Getting Technical About Missiles

(CN) - A sentencing enhancement for offenses involving missiles should not apply to a trio who bought a grenade launcher, the 9th Circuit ruled Friday.

Yoahjan Flores, Alfredo Lara and Arturo Lara had been caught after paying The Gun Shop of El Centro a visit in September 2010, and asking the owner where they could get a grenade launcher.

Having just entertained an agent from the Bureau of Alcohol, Tobacco, and Firearms, the shop owner gave his customers the card of someone he said could help.

That person was the ATF agent who promptly arrested the trio after selling them a Colt M203 grenade launcher and ammunition for $1,900.

All three pleaded guilty conspiracy to possess an unregistered firearm. Sentencing them under an enhancement for missile-related offenses, codified at Section 2K2.1(b)(3)(A) of the U.S. Sentencing Guidelines, a federal judge in San Diego gave each one the 60-month maximum.
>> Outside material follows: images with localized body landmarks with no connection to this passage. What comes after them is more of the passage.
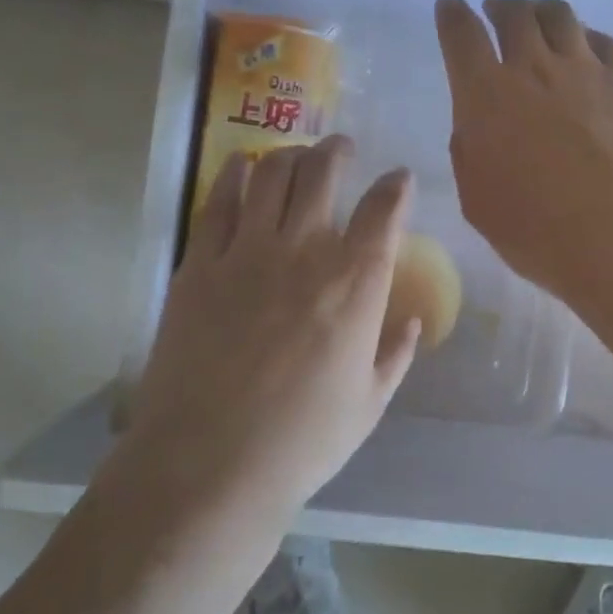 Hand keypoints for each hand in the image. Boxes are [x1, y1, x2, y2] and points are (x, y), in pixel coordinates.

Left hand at [125, 135, 420, 513]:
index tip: (399, 179)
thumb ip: (396, 355)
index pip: (384, 210)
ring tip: (297, 154)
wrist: (209, 465)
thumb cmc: (303, 441)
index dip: (396, 186)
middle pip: (325, 173)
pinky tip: (241, 167)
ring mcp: (248, 253)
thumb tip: (412, 321)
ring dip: (291, 155)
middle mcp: (306, 251)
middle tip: (342, 148)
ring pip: (272, 175)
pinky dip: (234, 175)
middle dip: (338, 151)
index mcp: (357, 283)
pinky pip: (218, 202)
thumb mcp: (370, 404)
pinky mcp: (200, 265)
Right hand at [436, 0, 612, 298]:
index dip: (452, 15)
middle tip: (496, 11)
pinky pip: (604, 42)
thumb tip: (478, 126)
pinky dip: (586, 38)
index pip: (462, 35)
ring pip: (561, 16)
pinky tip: (586, 47)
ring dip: (541, 10)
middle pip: (514, 13)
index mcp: (486, 95)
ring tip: (538, 18)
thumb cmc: (535, 229)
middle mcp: (535, 68)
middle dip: (499, 6)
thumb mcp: (477, 198)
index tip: (450, 7)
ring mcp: (587, 69)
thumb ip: (470, 151) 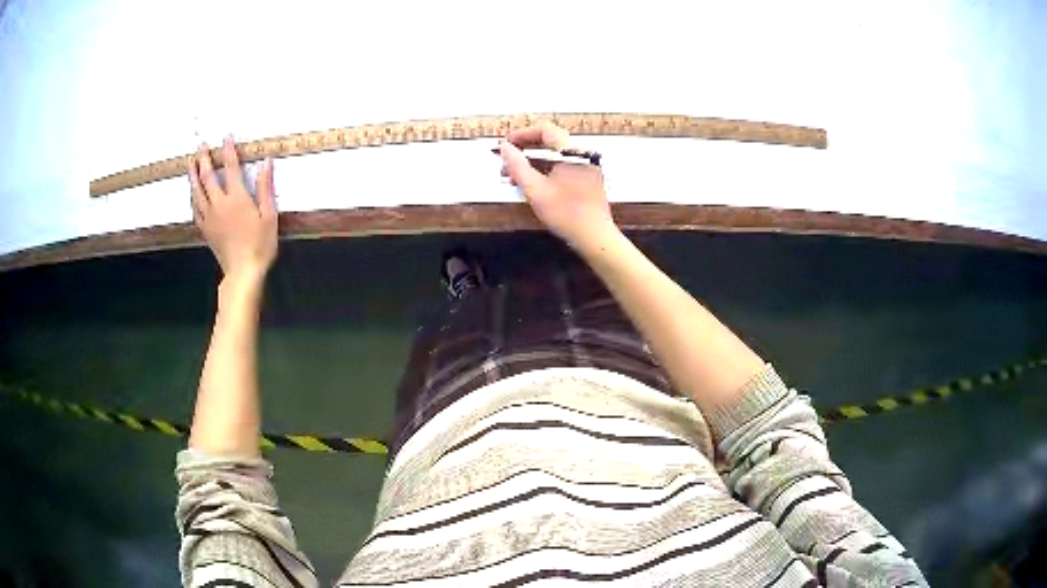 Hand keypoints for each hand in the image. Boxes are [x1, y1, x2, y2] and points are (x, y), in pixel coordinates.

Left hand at [189, 136, 277, 284]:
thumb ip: (265, 187)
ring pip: (197, 191)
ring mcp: (209, 217)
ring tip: (190, 163)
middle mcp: (219, 204)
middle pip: (208, 176)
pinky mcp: (205, 229)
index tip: (226, 137)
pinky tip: (191, 192)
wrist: (243, 272)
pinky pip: (195, 208)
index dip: (228, 150)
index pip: (231, 167)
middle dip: (204, 159)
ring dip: (193, 175)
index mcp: (237, 198)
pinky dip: (192, 196)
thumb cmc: (260, 244)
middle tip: (201, 146)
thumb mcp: (269, 215)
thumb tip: (266, 162)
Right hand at [498, 122, 617, 252]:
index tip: (507, 144)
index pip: (545, 130)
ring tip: (513, 174)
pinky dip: (546, 169)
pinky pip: (564, 165)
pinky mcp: (588, 179)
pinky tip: (531, 183)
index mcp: (572, 153)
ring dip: (534, 161)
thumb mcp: (536, 190)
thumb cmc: (566, 214)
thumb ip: (518, 166)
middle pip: (551, 141)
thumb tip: (505, 148)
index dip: (522, 134)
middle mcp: (582, 155)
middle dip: (526, 148)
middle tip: (507, 159)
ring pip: (556, 155)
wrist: (595, 237)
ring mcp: (587, 166) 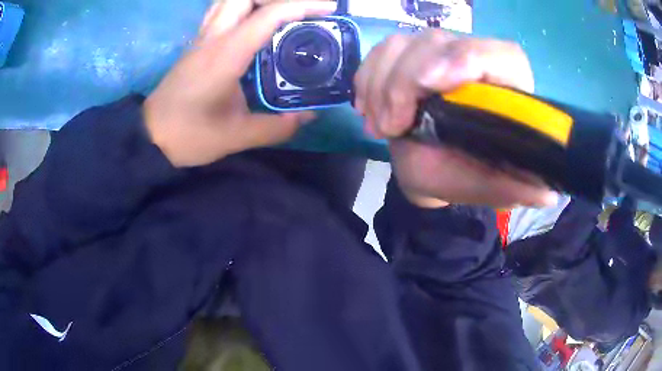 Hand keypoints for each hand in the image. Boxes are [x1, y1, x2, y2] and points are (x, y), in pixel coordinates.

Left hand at [144, 0, 336, 166]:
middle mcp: (213, 37)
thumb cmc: (189, 136)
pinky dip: (242, 8)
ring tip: (281, 12)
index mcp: (226, 55)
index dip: (302, 5)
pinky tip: (255, 23)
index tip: (329, 8)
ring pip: (229, 0)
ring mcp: (201, 38)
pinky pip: (221, 11)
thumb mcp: (236, 136)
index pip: (268, 14)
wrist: (150, 137)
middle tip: (301, 10)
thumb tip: (307, 115)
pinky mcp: (196, 44)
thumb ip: (277, 126)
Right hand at [354, 30, 556, 207]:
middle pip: (440, 42)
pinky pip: (381, 51)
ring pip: (404, 43)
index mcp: (506, 90)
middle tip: (391, 126)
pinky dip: (367, 78)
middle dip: (406, 80)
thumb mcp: (484, 187)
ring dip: (382, 83)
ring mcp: (438, 54)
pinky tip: (368, 109)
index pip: (501, 54)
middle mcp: (474, 62)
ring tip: (381, 126)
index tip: (432, 84)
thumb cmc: (460, 174)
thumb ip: (512, 188)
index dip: (469, 57)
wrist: (428, 166)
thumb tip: (548, 194)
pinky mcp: (409, 56) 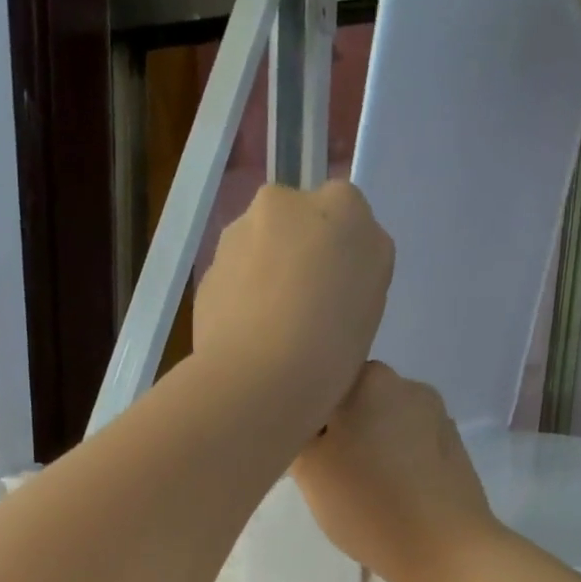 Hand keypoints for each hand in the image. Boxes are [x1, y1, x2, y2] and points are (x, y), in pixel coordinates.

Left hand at [192, 182, 393, 424]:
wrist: (257, 378)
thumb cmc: (333, 344)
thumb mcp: (373, 302)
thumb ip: (359, 265)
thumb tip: (334, 265)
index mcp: (343, 206)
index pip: (348, 213)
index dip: (343, 253)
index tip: (342, 292)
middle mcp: (285, 203)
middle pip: (297, 222)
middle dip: (300, 253)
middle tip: (309, 309)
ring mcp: (238, 234)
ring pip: (260, 248)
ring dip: (268, 275)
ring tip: (276, 331)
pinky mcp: (207, 270)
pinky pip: (234, 278)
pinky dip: (242, 298)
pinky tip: (250, 338)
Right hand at [292, 363, 500, 581]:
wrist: (445, 550)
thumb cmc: (368, 504)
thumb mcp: (309, 470)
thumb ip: (297, 433)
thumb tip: (305, 422)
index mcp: (370, 378)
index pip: (322, 380)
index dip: (306, 413)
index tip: (303, 450)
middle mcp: (407, 385)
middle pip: (355, 401)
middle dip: (339, 429)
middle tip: (327, 474)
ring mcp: (437, 416)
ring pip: (384, 423)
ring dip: (369, 446)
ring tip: (362, 489)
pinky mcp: (454, 448)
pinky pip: (410, 444)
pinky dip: (396, 461)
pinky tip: (392, 495) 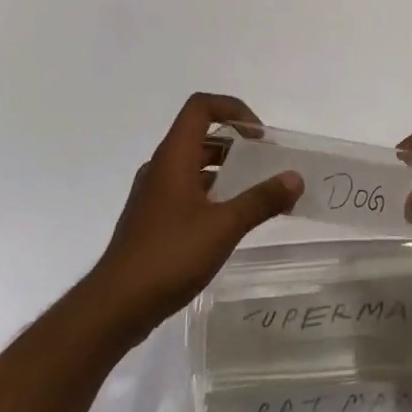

But a three-judge panel of the 9th Circuit in Pasadena reversed those sentences Friday.

The three 40 mm gold-tipped high explosive dual purpose cartridges that the defendants bought as ammunition do not qualify as missiles because they "are not self-propelled," according to the ruling. "Rather, the ignition of the propellant forces the munition from the launcher and the projectile travels under its own inertia."